Start of Source material

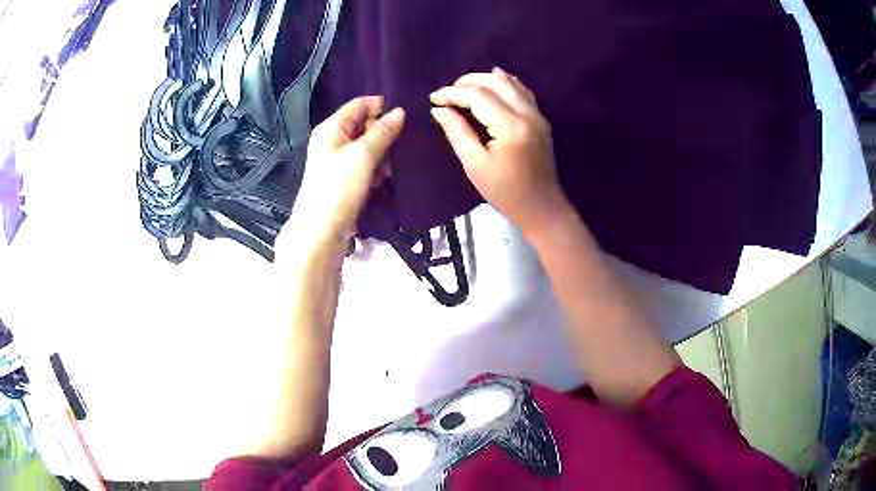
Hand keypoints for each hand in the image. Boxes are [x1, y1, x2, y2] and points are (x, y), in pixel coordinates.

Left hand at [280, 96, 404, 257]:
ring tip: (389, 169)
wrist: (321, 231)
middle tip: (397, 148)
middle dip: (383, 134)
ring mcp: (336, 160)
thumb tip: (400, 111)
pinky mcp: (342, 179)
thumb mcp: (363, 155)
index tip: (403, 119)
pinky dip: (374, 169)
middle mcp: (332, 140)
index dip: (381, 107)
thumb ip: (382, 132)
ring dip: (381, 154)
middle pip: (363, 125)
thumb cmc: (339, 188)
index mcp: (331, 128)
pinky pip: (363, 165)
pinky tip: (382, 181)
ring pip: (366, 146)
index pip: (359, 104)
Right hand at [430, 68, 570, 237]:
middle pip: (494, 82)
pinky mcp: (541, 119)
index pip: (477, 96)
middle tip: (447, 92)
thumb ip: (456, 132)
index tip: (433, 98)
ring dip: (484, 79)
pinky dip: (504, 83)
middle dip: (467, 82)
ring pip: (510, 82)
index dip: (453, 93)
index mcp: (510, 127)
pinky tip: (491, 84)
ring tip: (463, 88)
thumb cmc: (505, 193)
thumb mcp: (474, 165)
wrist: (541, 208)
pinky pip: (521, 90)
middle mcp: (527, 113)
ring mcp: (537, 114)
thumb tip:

End of Source material

Problem description:
Return each line of the material above in which the string "hand" appears.

Result:
Hand keypoints for each hand in the image. Boxes are [x1, y1, x2, y2] and points are (x, y), in pixel coordinates.
Left hand at [280, 96, 404, 257]:
Right hand at [430, 68, 570, 237]:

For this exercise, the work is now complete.